His
unfortunate name is BJ and he makes Typhoid Mary look socially responsible. He
infected Samantha with the zombie pathogen in the first film, most definitely
against her will. Subsequently, she passed it on to the horny torch-carrying
Riley, before he realized how grotesque she had become. She will not make it
past the prologue of the sequel, but he spends most of the second film
experiencing what she went through in the first. However, he will be a little
more concerned with the macro picture in Josh Forbes’ Contracted: Phase 2 (trailer here), which screens midnight-ish
this weekend at the IFC Center.
Picking
up immediately where the first film left off, Phase 2 reveals it really is curtains for Samantha and her mom.

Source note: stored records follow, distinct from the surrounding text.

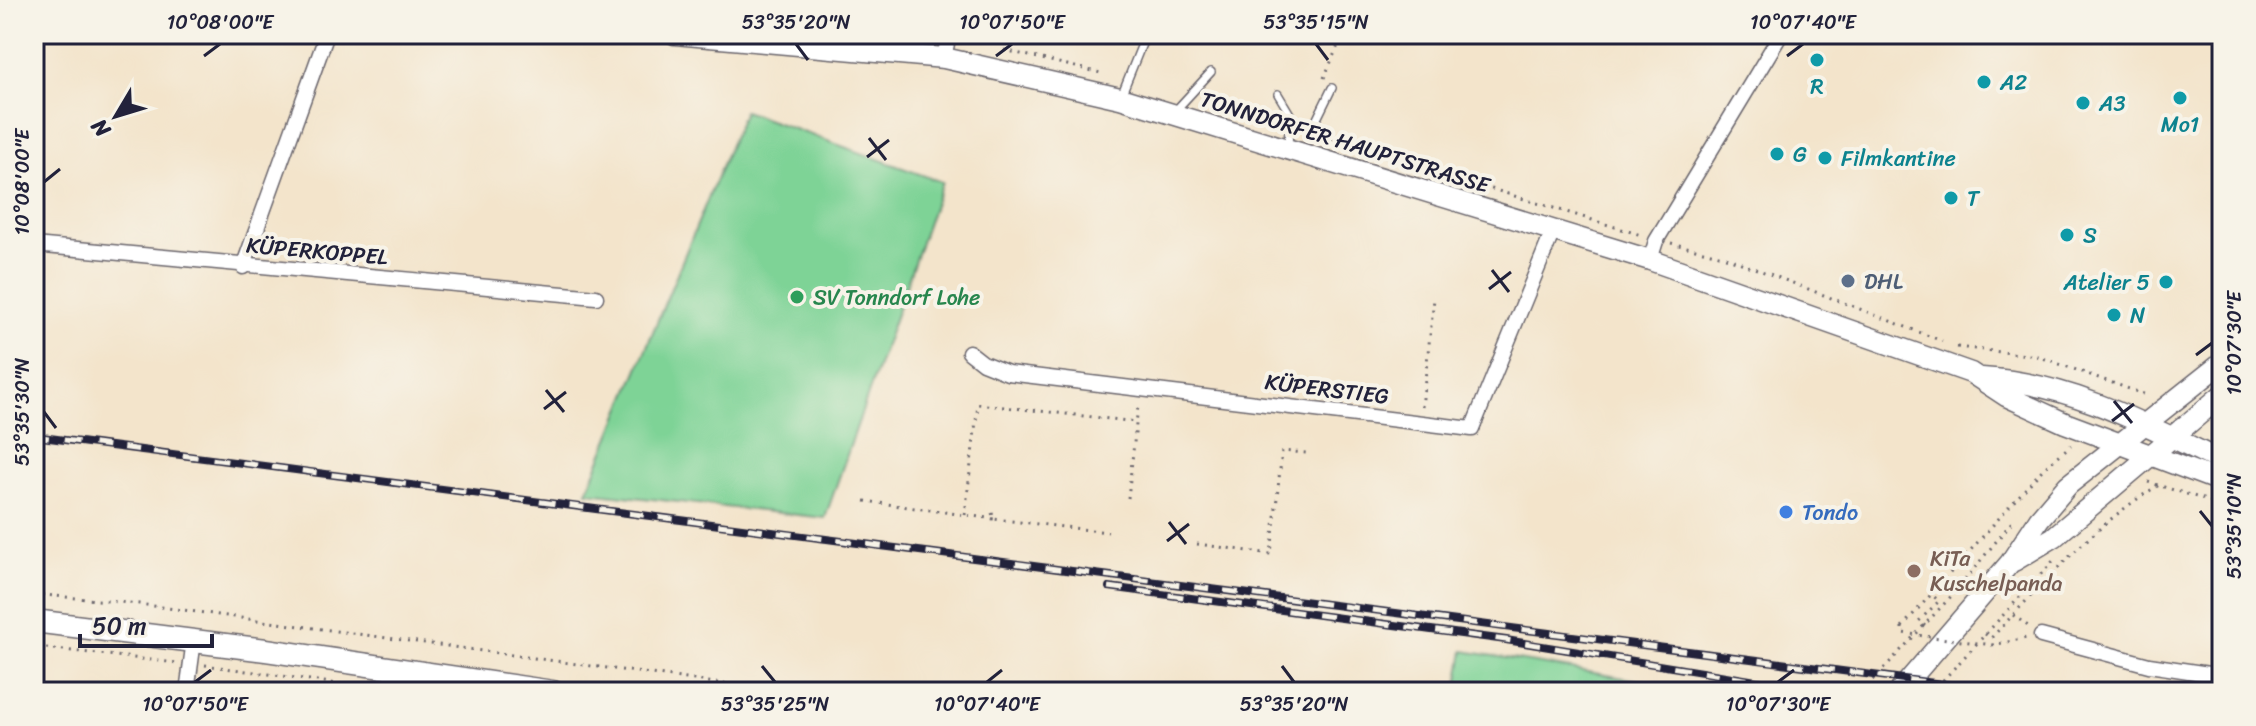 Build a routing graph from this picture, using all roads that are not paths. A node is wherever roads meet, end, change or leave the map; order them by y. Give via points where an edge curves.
1 (327, 34) edge
2 (675, 34) edge
3 (687, 34) edge
4 (949, 34) edge
5 (1146, 34) edge
6 (1781, 34) edge
7 (944, 58) junction
8 (1211, 72) dead end
9 (1332, 88) dead end
10 (1278, 94) dead end
11 (1120, 98) junction
12 (1172, 114) junction
13 (1310, 133) dead end
14 (1287, 151) junction
15 (1553, 231) junction
16 (34, 245) edge
17 (1650, 260) junction
18 (243, 267) junction
19 (596, 297) dead end
20 (969, 352) dead end
21 (2222, 363) edge
22 (1982, 378) junction
23 (2222, 395) edge
24 (2146, 423) junction
25 (2173, 436) junction
26 (2118, 444) junction
27 (2149, 454) junction
28 (2222, 462) edge
29 (2222, 482) edge
30 (2010, 563) junction
31 (35, 621) edge
32 (2041, 636) road end
33 (194, 640) junction
34 (34, 647) edge
35 (34, 654) edge
36 (2222, 676) edge
37 (187, 692) edge
38 (553, 692) edge
39 (1899, 692) edge

1 - 18 street
2 - 3 main road, TONNDORFER HAUPTSTRASSE
3 - 7 main road, TONNDORFER HAUPTSTRASSE
4 - 7 street
5 - 11 lane
6 - 17 street via 1656,241
7 - 11 main road, TONNDORFER HAUPTSTRASSE
8 - 12 lane
9 - 13 lane
10 - 14 lane via 1290,114
11 - 12 main road, TONNDORFER HAUPTSTRASSE
12 - 14 main road, TONNDORFER HAUPTSTRASSE
14 - 15 main road, TONNDORFER HAUPTSTRASSE
15 - 17 main road, TONNDORFER HAUPTSTRASSE
15 - 20 street, KÜPERSTIEG via 1472,429 1008,373
16 - 18 street, KÜPERKOPPEL
17 - 22 main road, TONNDORFER HAUPTSTRASSE
18 - 19 street, KÜPERKOPPEL
21 - 24 main road
22 - 24 main road, TONNDORFER HAUPTSTRASSE via 2050,388
22 - 26 main road, TONNDORFER HAUPTSTRASSE via 2006,396
23 - 25 main road
24 - 25 main road, TONNDORFER HAUPTSTRASSE
24 - 26 main road
25 - 27 main road
25 - 28 main road, TONNDORFER HAUPTSTRASSE
26 - 27 main road, TONNDORFER HAUPTSTRASSE
26 - 30 main road via 2053,501
27 - 29 main road, TONNDORFER HAUPTSTRASSE
27 - 30 main road via 2054,537
30 - 39 main road
31 - 33 main road
31 - 34 lane
32 - 36 street via 2149,665
33 - 37 street
33 - 38 main road
34 - 35 lane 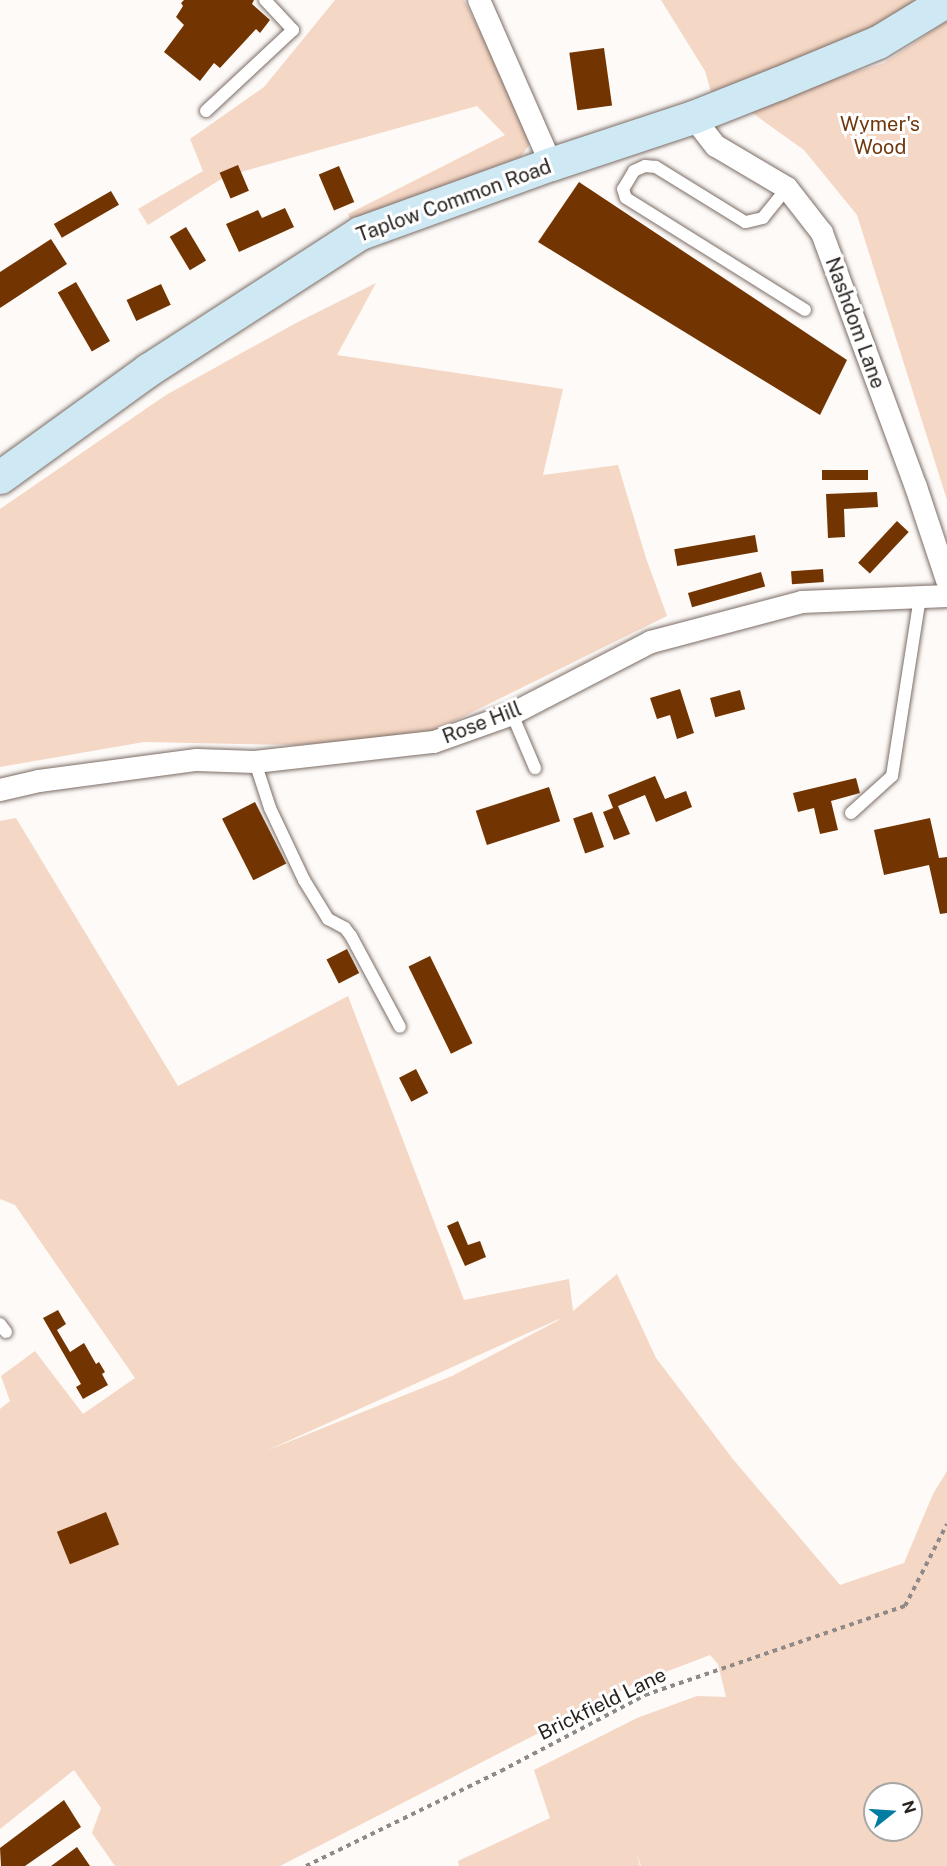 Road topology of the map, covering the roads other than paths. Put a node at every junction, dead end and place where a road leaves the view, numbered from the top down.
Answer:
1 (265, 0) edge
2 (479, 0) edge
3 (947, 0) edge
4 (206, 111) dead end
5 (693, 117) junction
6 (551, 164) junction
7 (787, 188) junction
8 (805, 310) dead end
9 (0, 477) edge
10 (947, 580) edge
11 (947, 596) edge
12 (920, 597) junction
13 (512, 714) junction
14 (255, 762) junction
15 (535, 768) dead end
16 (0, 790) edge
17 (851, 813) dead end
18 (400, 1027) dead end

1 - 4 lane
2 - 6 street
3 - 5 street, Taplow Common Road
5 - 6 street, Taplow Common Road
5 - 7 street, Nashdom Lane
6 - 9 street, Taplow Common Road
7 - 8 lane
7 - 10 street, Nashdom Lane
11 - 12 street, Rose Hill
12 - 13 street, Rose Hill
12 - 17 lane
13 - 14 street, Rose Hill
13 - 15 lane
14 - 16 street, Rose Hill
14 - 18 lane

Riley is pretty much done for too, but he does not realize it yet. However, his
rashes and strange growth thingys do not look good. The periodic projectile
vomiting of blood is also a bad sign. He is definitely changing, undergoing
what will be an ugly and painful process. However, old BJ will get a kick out
of it while watching from somewhat afar.
Det.
Crystal Young wants to get to BJ through Samantha’s social circle, but Riley is
in denial and therefore unwilling to come clean. Of all possible times, his
feisty grandmother finally decides to fix him up with Harper, her impossibly tolerant
visiting care nurse. For their first date, Riley takes her to Samantha’s
memorial service, because he knows how to show a lady a good time. At least
there is a little bit of humor when one of their hipster friends performs a
perfectly dreadful tribute song (that is supposed to be embarrassingly awful).
Even
by sequel standards, Phase 2 seems
like a pedestrian repackaging of genre movie elements. The big deal about the
first film was the way it applied Cabin
Feverish body horror to the zombie, so Forbes wisely never stints on the
slimy, pus-oozing transformation scenes. Narrative logic might not be a
priority but he certainly knows what he needs to do.
If
you have been pining for a sequel to the first Contracted, your enthusiasm might be tempered by writer-director Eric
England noninvolvement in any capacity on Phase
2. It also might be a bummer screenwriter Simon Barrett (You’re Next, The Guest) does not return
as BJ, but the evil Patient Zero really does not have a lot of interesting
stuff to do this time around. On the other hand, Matt Mercer shivers and
wretches as well as anyone could ask as the ill-fated Riley. Anna Lore’s Harper
is also nicely down-to-earth and engaging.